Try it
Could every entry be set down once more, exactly as given?

Data for this exercise

Content starts

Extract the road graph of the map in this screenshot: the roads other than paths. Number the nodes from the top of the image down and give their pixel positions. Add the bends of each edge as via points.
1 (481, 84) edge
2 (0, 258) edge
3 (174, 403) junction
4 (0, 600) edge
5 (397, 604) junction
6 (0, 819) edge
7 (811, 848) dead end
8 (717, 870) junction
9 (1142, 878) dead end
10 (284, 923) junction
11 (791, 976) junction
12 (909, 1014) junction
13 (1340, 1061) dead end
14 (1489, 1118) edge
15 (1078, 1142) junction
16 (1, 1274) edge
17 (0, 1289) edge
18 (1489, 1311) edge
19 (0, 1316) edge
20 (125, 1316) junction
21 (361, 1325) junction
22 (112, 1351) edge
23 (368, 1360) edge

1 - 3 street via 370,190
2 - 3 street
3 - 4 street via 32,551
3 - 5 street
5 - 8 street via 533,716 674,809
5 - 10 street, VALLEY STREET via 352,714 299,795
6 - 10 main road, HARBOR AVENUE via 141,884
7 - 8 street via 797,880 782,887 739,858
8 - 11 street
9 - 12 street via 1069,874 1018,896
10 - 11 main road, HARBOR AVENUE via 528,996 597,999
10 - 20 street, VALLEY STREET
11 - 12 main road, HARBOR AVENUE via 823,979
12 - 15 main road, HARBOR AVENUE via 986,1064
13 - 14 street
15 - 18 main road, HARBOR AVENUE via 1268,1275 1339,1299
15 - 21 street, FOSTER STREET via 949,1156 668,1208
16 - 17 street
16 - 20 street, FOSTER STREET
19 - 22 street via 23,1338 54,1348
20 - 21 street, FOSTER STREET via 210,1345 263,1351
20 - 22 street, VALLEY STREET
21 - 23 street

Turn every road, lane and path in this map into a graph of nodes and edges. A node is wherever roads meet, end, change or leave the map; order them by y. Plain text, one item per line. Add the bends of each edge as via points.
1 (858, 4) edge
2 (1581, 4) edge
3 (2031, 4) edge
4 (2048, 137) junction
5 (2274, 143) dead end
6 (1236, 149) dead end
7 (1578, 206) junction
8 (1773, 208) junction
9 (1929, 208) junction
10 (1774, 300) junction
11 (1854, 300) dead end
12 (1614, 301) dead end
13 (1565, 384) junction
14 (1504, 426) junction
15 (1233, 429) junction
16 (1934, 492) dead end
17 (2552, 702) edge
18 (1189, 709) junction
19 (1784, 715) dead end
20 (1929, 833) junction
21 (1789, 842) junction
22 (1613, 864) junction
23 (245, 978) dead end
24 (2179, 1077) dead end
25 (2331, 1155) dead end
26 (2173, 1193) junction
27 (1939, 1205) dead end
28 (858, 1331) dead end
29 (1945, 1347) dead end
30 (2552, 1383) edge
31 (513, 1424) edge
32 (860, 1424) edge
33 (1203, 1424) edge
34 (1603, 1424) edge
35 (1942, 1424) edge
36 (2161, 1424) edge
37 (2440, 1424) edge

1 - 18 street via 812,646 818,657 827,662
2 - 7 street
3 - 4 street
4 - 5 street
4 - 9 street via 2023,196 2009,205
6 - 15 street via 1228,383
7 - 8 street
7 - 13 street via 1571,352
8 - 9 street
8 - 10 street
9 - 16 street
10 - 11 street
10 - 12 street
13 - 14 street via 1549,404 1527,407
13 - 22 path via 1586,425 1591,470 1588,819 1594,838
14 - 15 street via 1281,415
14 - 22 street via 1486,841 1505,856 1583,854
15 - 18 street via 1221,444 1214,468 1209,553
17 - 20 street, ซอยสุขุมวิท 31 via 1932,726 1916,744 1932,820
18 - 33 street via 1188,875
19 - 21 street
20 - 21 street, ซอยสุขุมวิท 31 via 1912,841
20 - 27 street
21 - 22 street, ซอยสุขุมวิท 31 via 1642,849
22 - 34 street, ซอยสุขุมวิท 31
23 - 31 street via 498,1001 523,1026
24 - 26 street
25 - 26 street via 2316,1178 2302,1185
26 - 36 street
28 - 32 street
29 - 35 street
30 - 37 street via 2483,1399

Content ends

Completed task
Extract the road graph of the map in this screenshot: the roads other than paths. Number the nodes from the top of the image down and give their pixel positions. Add the bends of each edge as via points.
1 (481, 84) edge
2 (0, 258) edge
3 (174, 403) junction
4 (0, 600) edge
5 (397, 604) junction
6 (0, 819) edge
7 (811, 848) dead end
8 (717, 870) junction
9 (1142, 878) dead end
10 (284, 923) junction
11 (791, 976) junction
12 (909, 1014) junction
13 (1340, 1061) dead end
14 (1489, 1118) edge
15 (1078, 1142) junction
16 (1, 1274) edge
17 (0, 1289) edge
18 (1489, 1311) edge
19 (0, 1316) edge
20 (125, 1316) junction
21 (361, 1325) junction
22 (112, 1351) edge
23 (368, 1360) edge

1 - 3 street via 370,190
2 - 3 street
3 - 4 street via 32,551
3 - 5 street
5 - 8 street via 533,716 674,809
5 - 10 street, VALLEY STREET via 352,714 299,795
6 - 10 main road, HARBOR AVENUE via 141,884
7 - 8 street via 797,880 782,887 739,858
8 - 11 street
9 - 12 street via 1069,874 1018,896
10 - 11 main road, HARBOR AVENUE via 528,996 597,999
10 - 20 street, VALLEY STREET
11 - 12 main road, HARBOR AVENUE via 823,979
12 - 15 main road, HARBOR AVENUE via 986,1064
13 - 14 street
15 - 18 main road, HARBOR AVENUE via 1268,1275 1339,1299
15 - 21 street, FOSTER STREET via 949,1156 668,1208
16 - 17 street
16 - 20 street, FOSTER STREET
19 - 22 street via 23,1338 54,1348
20 - 21 street, FOSTER STREET via 210,1345 263,1351
20 - 22 street, VALLEY STREET
21 - 23 street

Turn every road, lane and path in this map into a graph of nodes and edges. A node is wherever roads meet, end, change or leave the map; order them by y. Plain text, one item per line. Add the bends of each edge as via points.
1 (858, 4) edge
2 (1581, 4) edge
3 (2031, 4) edge
4 (2048, 137) junction
5 (2274, 143) dead end
6 (1236, 149) dead end
7 (1578, 206) junction
8 (1773, 208) junction
9 (1929, 208) junction
10 (1774, 300) junction
11 (1854, 300) dead end
12 (1614, 301) dead end
13 (1565, 384) junction
14 (1504, 426) junction
15 (1233, 429) junction
16 (1934, 492) dead end
17 (2552, 702) edge
18 (1189, 709) junction
19 (1784, 715) dead end
20 (1929, 833) junction
21 (1789, 842) junction
22 (1613, 864) junction
23 (245, 978) dead end
24 (2179, 1077) dead end
25 (2331, 1155) dead end
26 (2173, 1193) junction
27 (1939, 1205) dead end
28 (858, 1331) dead end
29 (1945, 1347) dead end
30 (2552, 1383) edge
31 (513, 1424) edge
32 (860, 1424) edge
33 (1203, 1424) edge
34 (1603, 1424) edge
35 (1942, 1424) edge
36 (2161, 1424) edge
37 (2440, 1424) edge

1 - 18 street via 812,646 818,657 827,662
2 - 7 street
3 - 4 street
4 - 5 street
4 - 9 street via 2023,196 2009,205
6 - 15 street via 1228,383
7 - 8 street
7 - 13 street via 1571,352
8 - 9 street
8 - 10 street
9 - 16 street
10 - 11 street
10 - 12 street
13 - 14 street via 1549,404 1527,407
13 - 22 path via 1586,425 1591,470 1588,819 1594,838
14 - 15 street via 1281,415
14 - 22 street via 1486,841 1505,856 1583,854
15 - 18 street via 1221,444 1214,468 1209,553
17 - 20 street, ซอยสุขุมวิท 31 via 1932,726 1916,744 1932,820
18 - 33 street via 1188,875
19 - 21 street
20 - 21 street, ซอยสุขุมวิท 31 via 1912,841
20 - 27 street
21 - 22 street, ซอยสุขุมวิท 31 via 1642,849
22 - 34 street, ซอยสุขุมวิท 31
23 - 31 street via 498,1001 523,1026
24 - 26 street
25 - 26 street via 2316,1178 2302,1185
26 - 36 street
28 - 32 street
29 - 35 street
30 - 37 street via 2483,1399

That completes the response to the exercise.